§ Task item: Images embedded in the records are excluded; print everything else exactly as given.

Provided records START

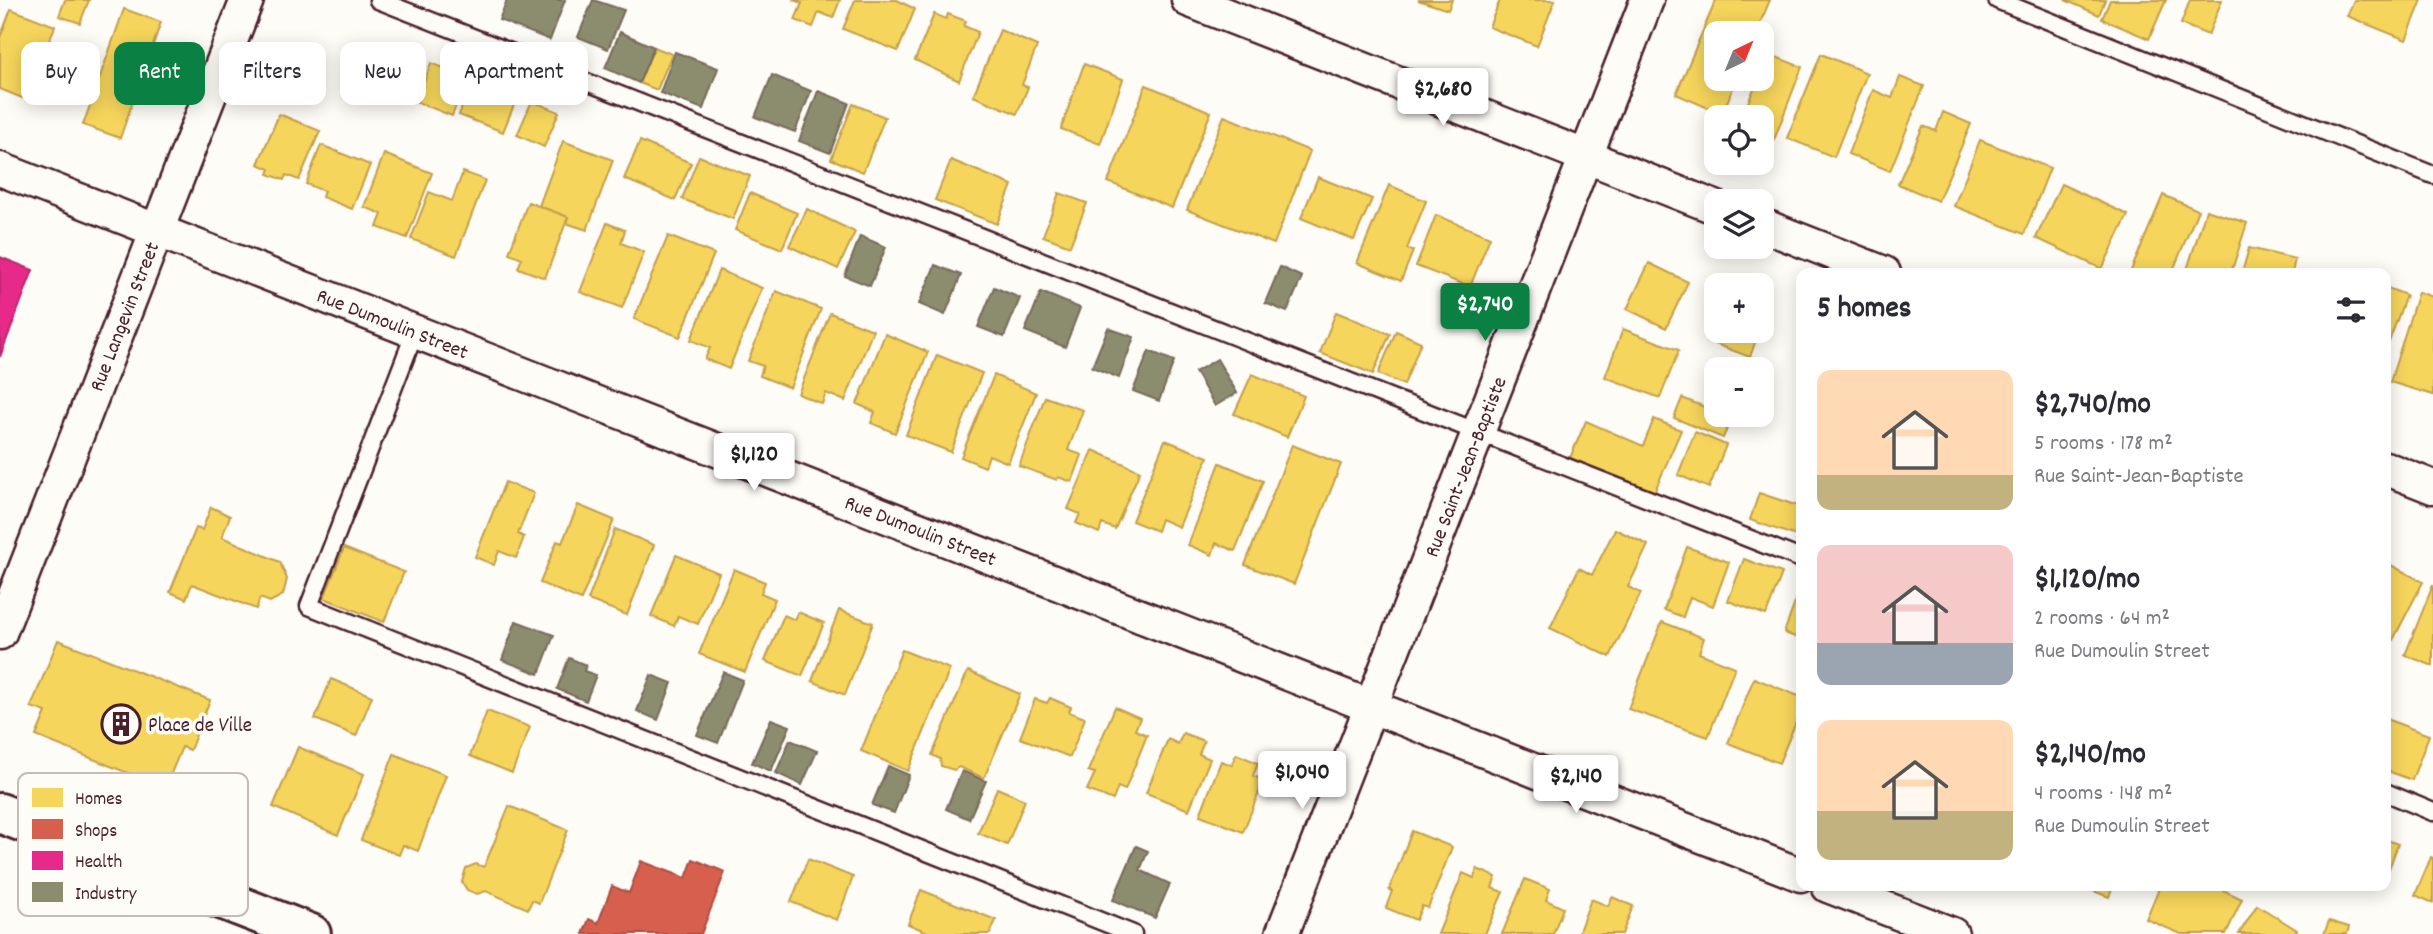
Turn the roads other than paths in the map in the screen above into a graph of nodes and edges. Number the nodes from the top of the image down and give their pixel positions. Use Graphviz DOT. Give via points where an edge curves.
graph roads {
  1 [pos="247,0"];
  2 [pos="378,0"];
  3 [pos="1188,0"];
  4 [pos="1647,0"];
  5 [pos="1997,0"];
  6 [pos="1586,156"];
  7 [pos="0,169"];
  8 [pos="2433,175"];
  9 [pos="1704,203"];
  10 [pos="1774,230"];
  11 [pos="157,231"];
  12 [pos="1871,268"];
  13 [pos="415,332"];
  14 [pos="1479,430"];
  15 [pos="2391,470"];
  16 [pos="2433,487"];
  17 [pos="1796,557"];
  18 [pos="0,633"];
  19 [pos="1371,706"];
  20 [pos="2391,795"];
  21 [pos="2433,812"];
  22 [pos="0,813"];
  23 [pos="18,820"];
  24 [pos="1796,873"];
  25 [pos="1841,891"];
  26 [pos="248,909"];
  27 [pos="311,934"];
  28 [pos="1133,934"];
  29 [pos="1282,934"];
  30 [pos="1952,934"];
  1 -- 11 [label="street, Rue Langevin Street"];
  2 -- 14 [label="lane"];
  3 -- 6 [label="street"];
  4 -- 6 [label="street, Rue Saint-Jean-Baptiste"];
  5 -- 8 [label="lane"];
  6 -- 9 [label="street"];
  6 -- 14 [label="street, Rue Saint-Jean-Baptiste"];
  7 -- 11 [label="street, Rue Dumoulin Street"];
  10 -- 12 [label="street"];
  11 -- 13 [label="street, Rue Dumoulin Street"];
  11 -- 18 [label="street, Rue Langevin Street"];
  13 -- 19 [label="street, Rue Dumoulin Street"];
  13 -- 28 [label="lane" via="309,607"];
  14 -- 17 [label="lane"];
  14 -- 19 [label="street, Rue Saint-Jean-Baptiste"];
  15 -- 16 [label="street"];
  19 -- 24 [label="street, Rue Dumoulin Street"];
  19 -- 29 [label="street, Rue Saint-Jean-Baptiste"];
  20 -- 21 [label="lane"];
  22 -- 23 [label="main road"];
  25 -- 30 [label="street"];
  26 -- 27 [label="main road"];
}
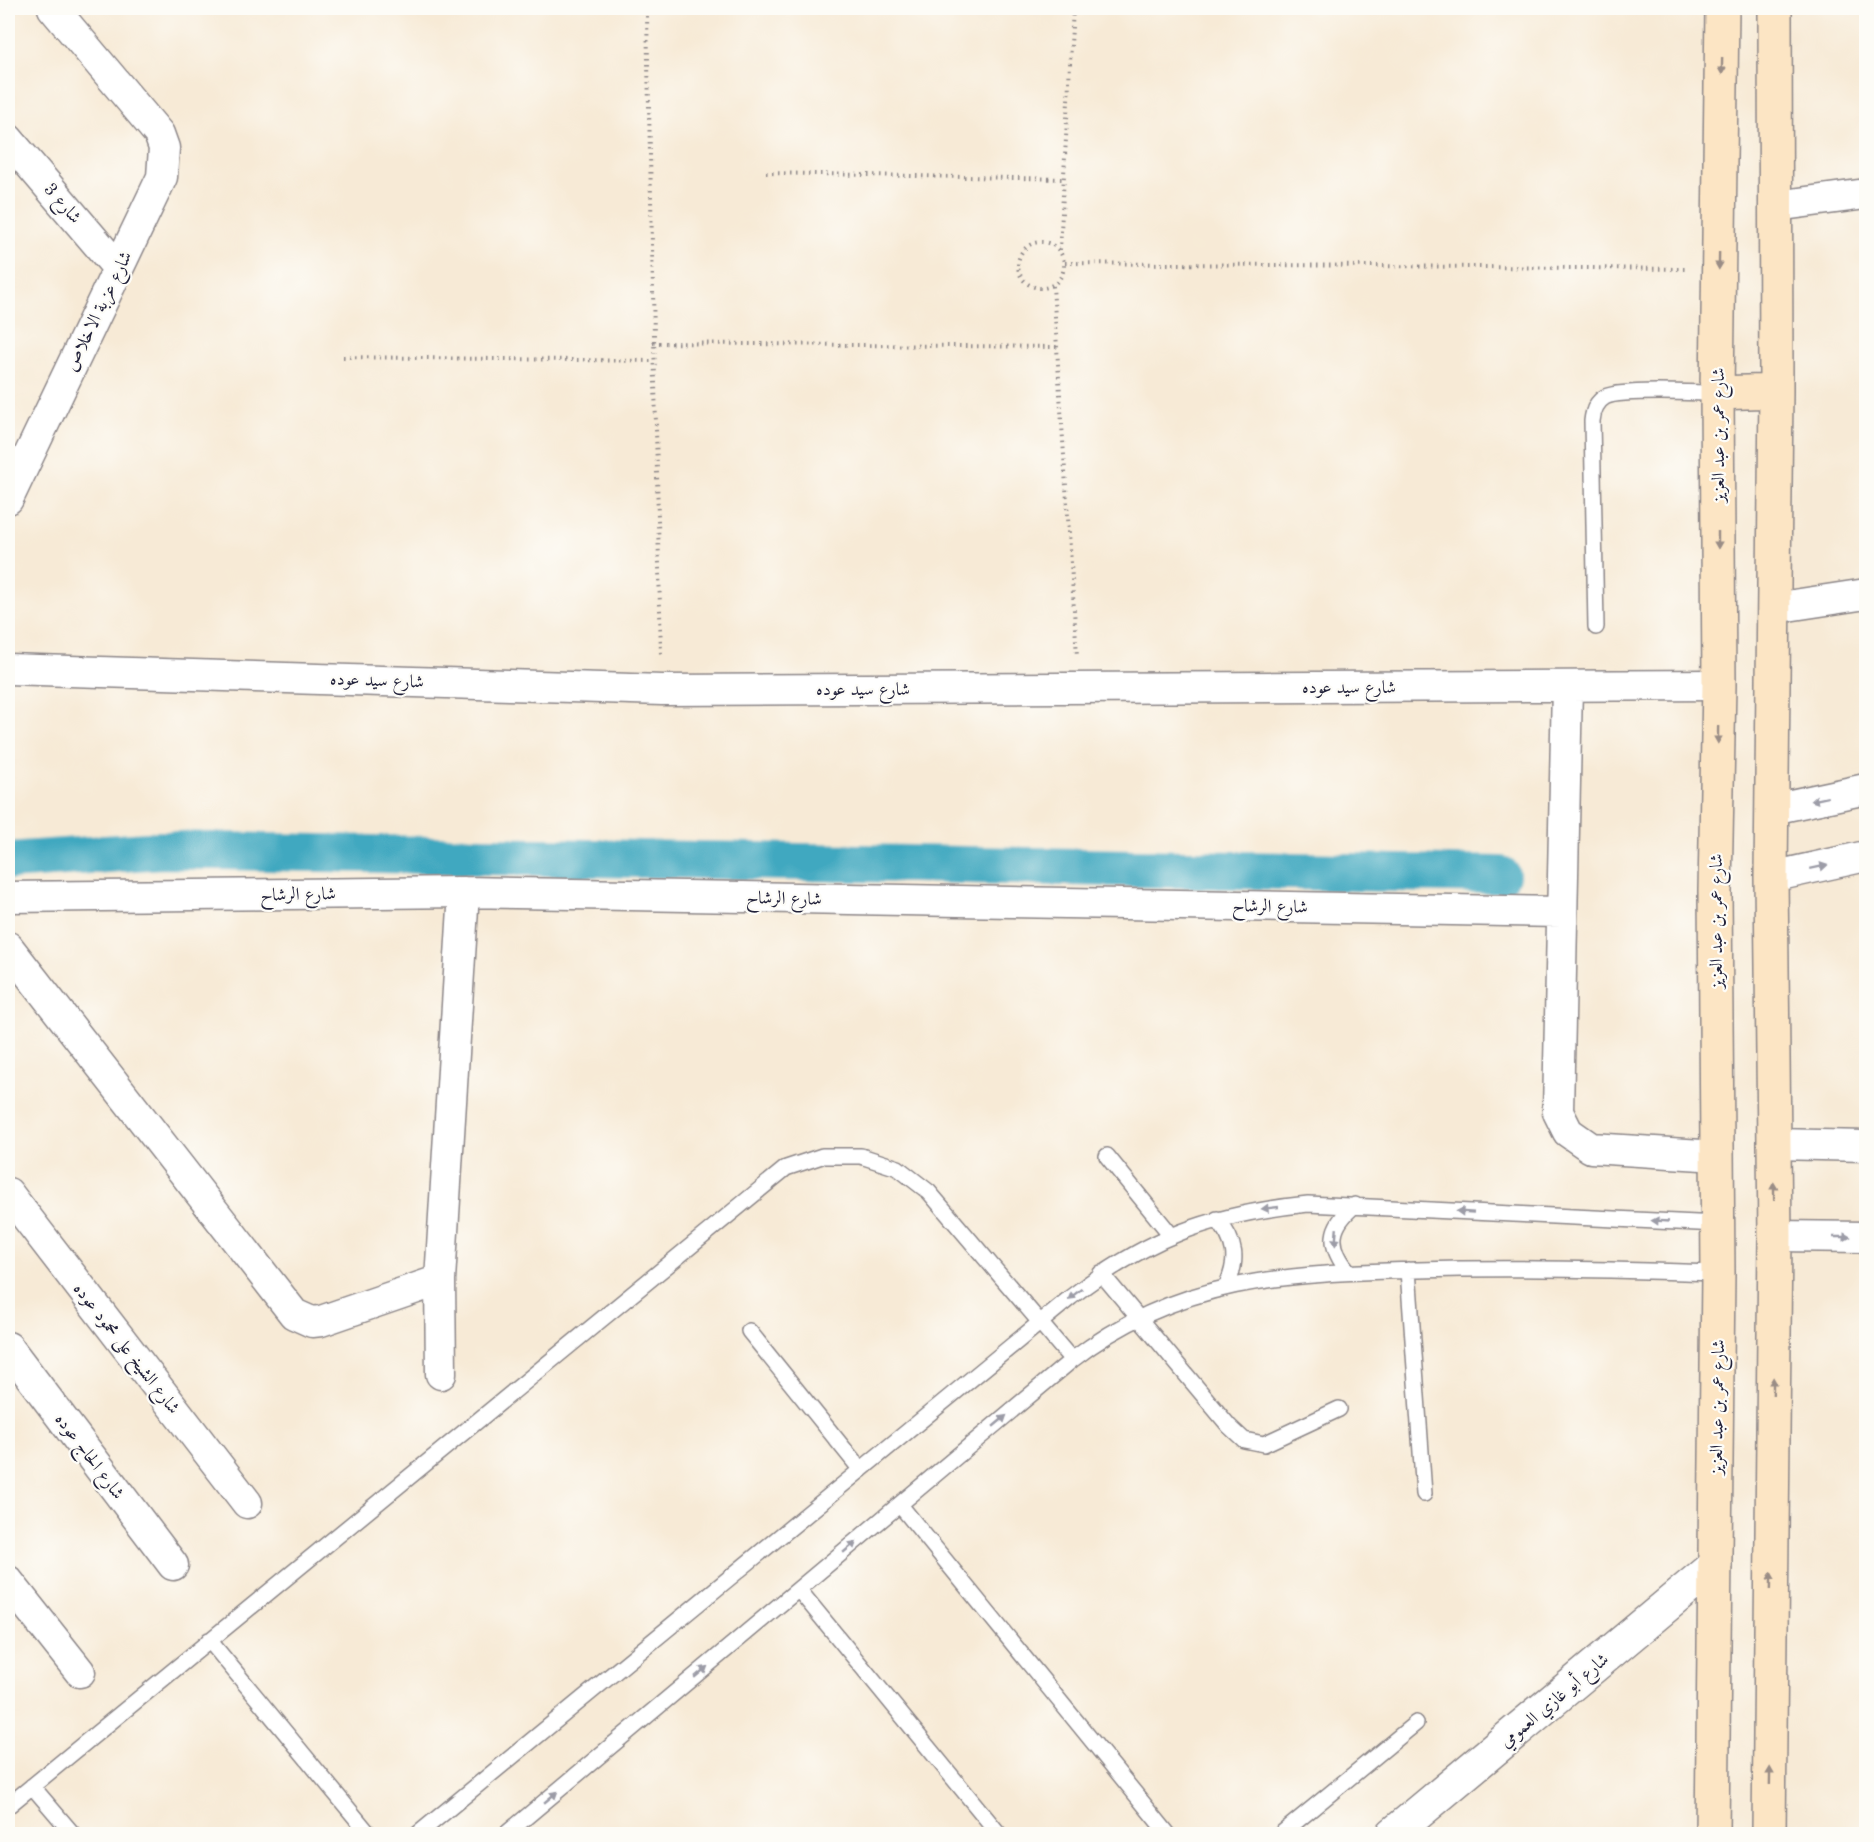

Provided records END

§ Finished task:
Turn the roads other than paths in the map in the screen above into a graph of nodes and edges. Number the nodes from the top of the image down and give their pixel positions. Use Graphviz DOT. Give via points where an edge curves.
graph roads {
  1 [pos="247,0"];
  2 [pos="378,0"];
  3 [pos="1188,0"];
  4 [pos="1647,0"];
  5 [pos="1997,0"];
  6 [pos="1586,156"];
  7 [pos="0,169"];
  8 [pos="2433,175"];
  9 [pos="1704,203"];
  10 [pos="1774,230"];
  11 [pos="157,231"];
  12 [pos="1871,268"];
  13 [pos="415,332"];
  14 [pos="1479,430"];
  15 [pos="2391,470"];
  16 [pos="2433,487"];
  17 [pos="1796,557"];
  18 [pos="0,633"];
  19 [pos="1371,706"];
  20 [pos="2391,795"];
  21 [pos="2433,812"];
  22 [pos="0,813"];
  23 [pos="18,820"];
  24 [pos="1796,873"];
  25 [pos="1841,891"];
  26 [pos="248,909"];
  27 [pos="311,934"];
  28 [pos="1133,934"];
  29 [pos="1282,934"];
  30 [pos="1952,934"];
  1 -- 11 [label="street, Rue Langevin Street"];
  2 -- 14 [label="lane"];
  3 -- 6 [label="street"];
  4 -- 6 [label="street, Rue Saint-Jean-Baptiste"];
  5 -- 8 [label="lane"];
  6 -- 9 [label="street"];
  6 -- 14 [label="street, Rue Saint-Jean-Baptiste"];
  7 -- 11 [label="street, Rue Dumoulin Street"];
  10 -- 12 [label="street"];
  11 -- 13 [label="street, Rue Dumoulin Street"];
  11 -- 18 [label="street, Rue Langevin Street"];
  13 -- 19 [label="street, Rue Dumoulin Street"];
  13 -- 28 [label="lane" via="309,607"];
  14 -- 17 [label="lane"];
  14 -- 19 [label="street, Rue Saint-Jean-Baptiste"];
  15 -- 16 [label="street"];
  19 -- 24 [label="street, Rue Dumoulin Street"];
  19 -- 29 [label="street, Rue Saint-Jean-Baptiste"];
  20 -- 21 [label="lane"];
  22 -- 23 [label="main road"];
  25 -- 30 [label="street"];
  26 -- 27 [label="main road"];
}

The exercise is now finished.